Ready for a hot take? Hamilton: An American Musical was really good.
I assumed I wouldn’t see it for years, as tickets are prohibitively expensive in Chicago. But it was a surprise anniversary gift from my wife (musical theater tickets are the traditional Year 3 gift, right?) along with a special ticket she made to stand in for the digital ones. Best of wives, best of women!
It was a funny thing to finally see before my eyes what for years had only streamed through my ears. Since the cast recording basically is the whole show, I knew the plot and what to expect from song to song. But I also knew the staging would add a whole new layer to the story the music itself tells so well. It definitely did.
Several songs were even better on stage. “It’s Quiet Uptown”, which I usually skip over on the album, was devastating in its simplicity. And “The Reynolds Pamphlet” made kinetic use of the double-turntable floor, the pamphlet props, and the whole cast and chorus.
Special shout-out to Jamila Sabares-Klemm, who played Eliza with stunning range and vocal power, and Colby Lewis, who played LaFayette and Jefferson with a delightful flair.
After seeing the show I checked out Hamilton: The Revolution from the library. It’s essentially book-length liner notes accompanied by essays about the cast and creation of the show. The highlights of the book are the lyrical annotations by Lin-Manuel Miranda. He clearly delights in paying homage to the artists and works he quotes in the show, and adds great insight to his creative process. (“Farmer Refuted” is a short but brilliant burst of layered lyrical ingenuity.)

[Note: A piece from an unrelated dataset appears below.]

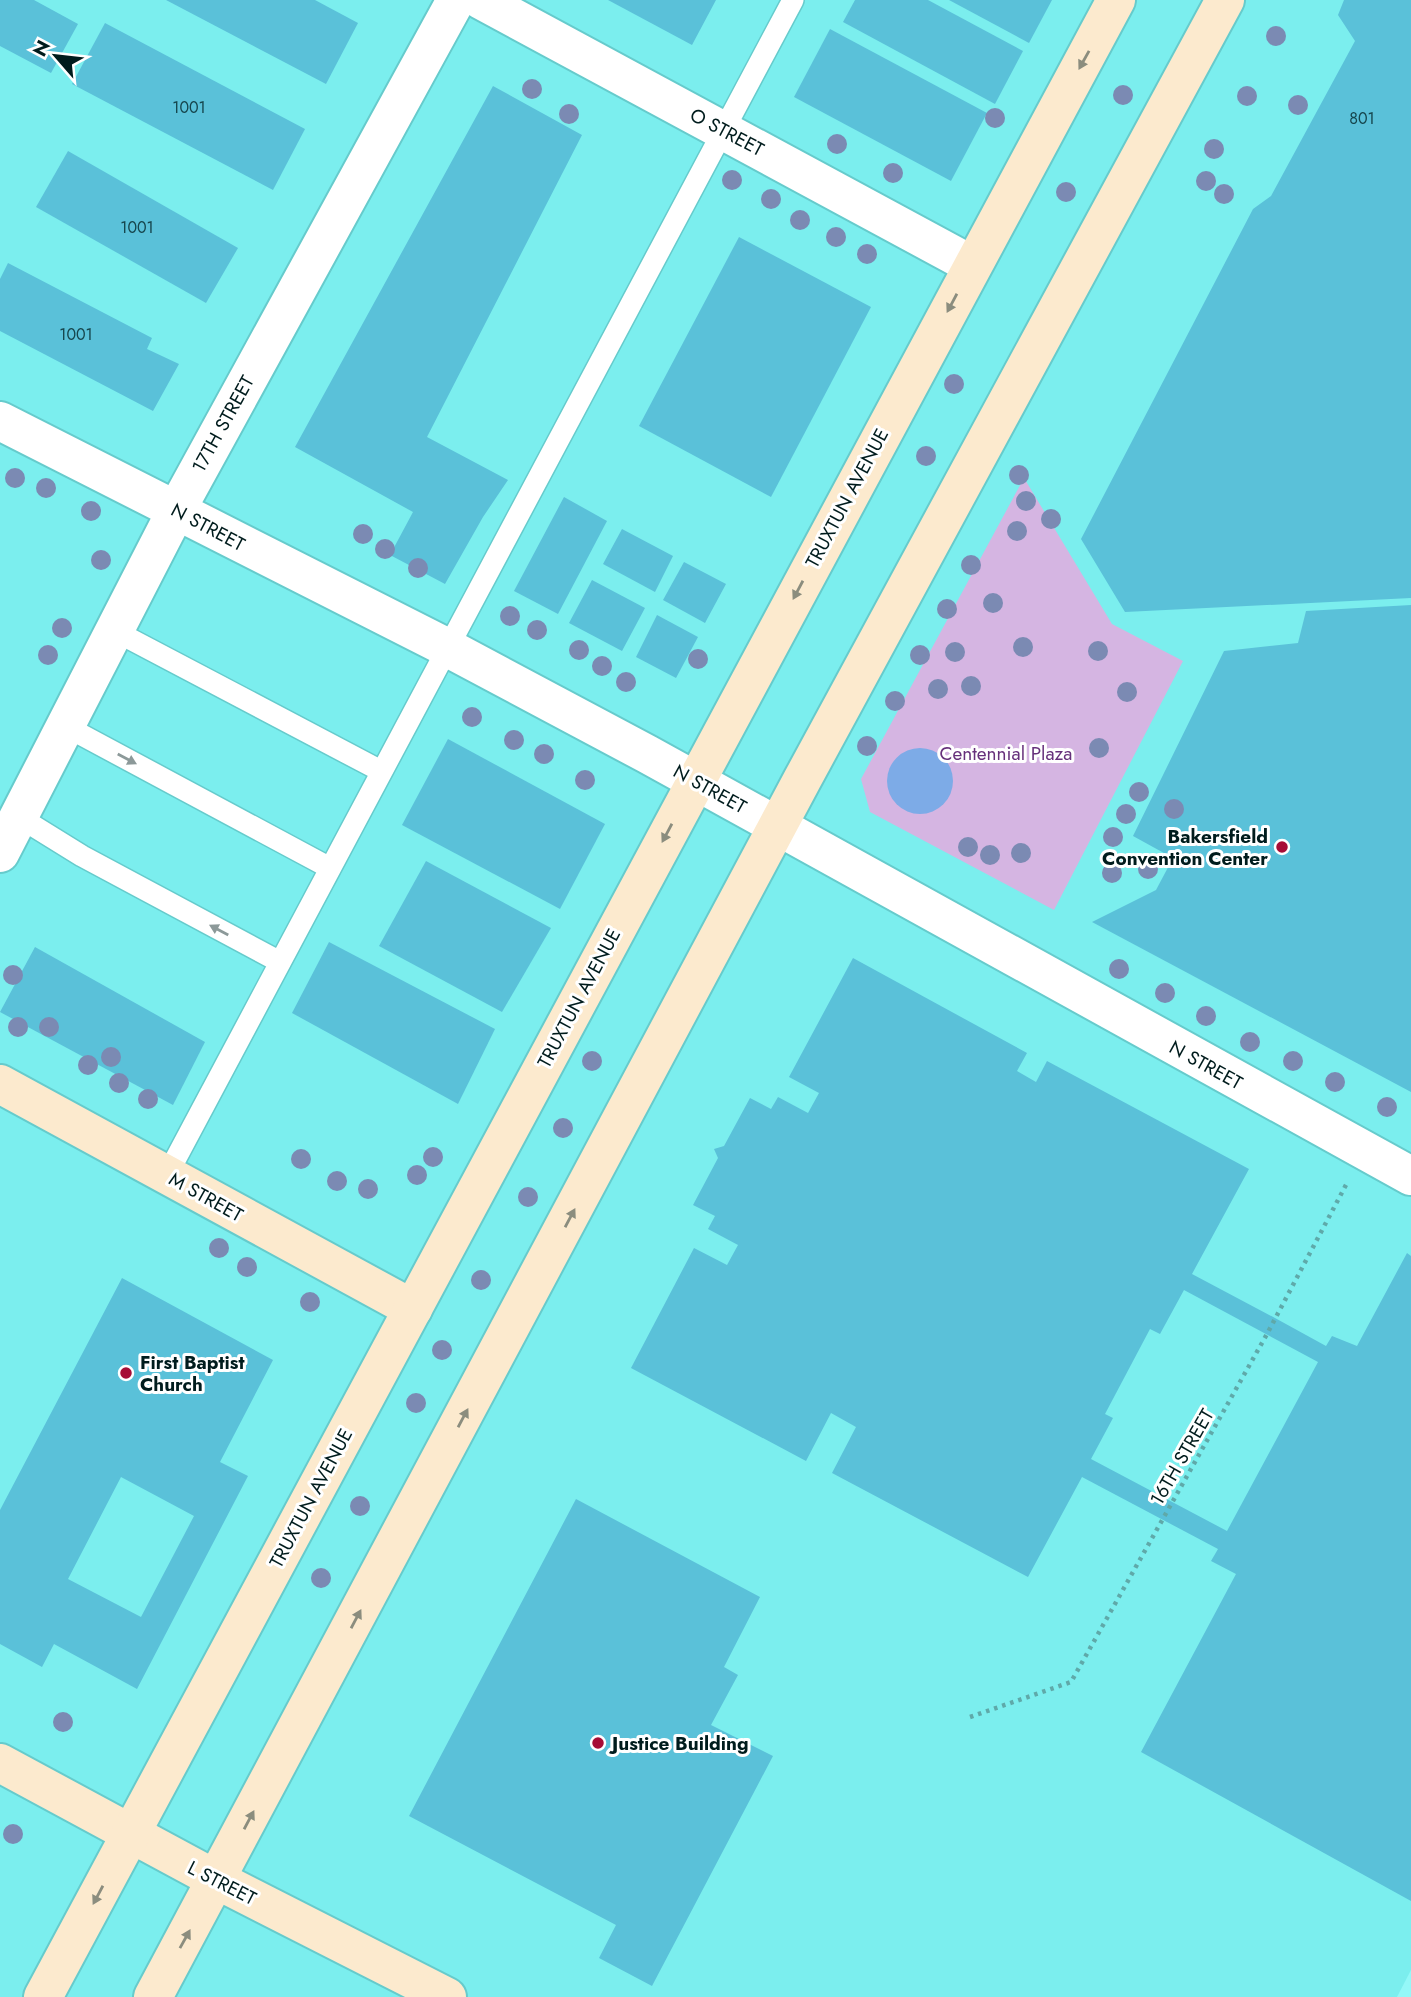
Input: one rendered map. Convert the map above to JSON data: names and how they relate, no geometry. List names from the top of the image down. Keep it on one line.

He also calls attention to certain lines that deserve a deeper reading. I know it’s easy for me to lose the meaning of words I’ve listened to a lot unless I really try to think about them. That was the case for the excerpt from Washington’s actual Farewell Address, featured in “One Last Time”:
I anticipate with pleasing expectation that retreat in which I promise myself to realize, without alloy, the sweet enjoyment of partaking, in the midst of my fellow-citizens, the benign influence of good laws under a free government, the ever-favorite object of my heart, and the happy reward, as I trust, of our mutual cares, labors, and dangers.
The benign influence of good laws under a free government are, I realize now, an excellent triad of ideals that characterize a healthy republic.
An unhealthy one, conversely, would be an oppressive government that institutes bad laws with malignant influence on its citizens. What exactly constitutes oppression and bad laws and malignant politics is a debate as old as America itself, as Hamilton so brilliantly shows. Particularly in Act II with “The Room Where It Happens” and “Cabinet Battle #1” and “The Election of 1800”.
Ron Chernow rightly calls the show “American history for grownups” because it doesn’t sanitize the people in it, nor their methods for achieving their political goals. I’m so glad I got to see it, and recommend it if you ever have the chance to see it somewhere near you.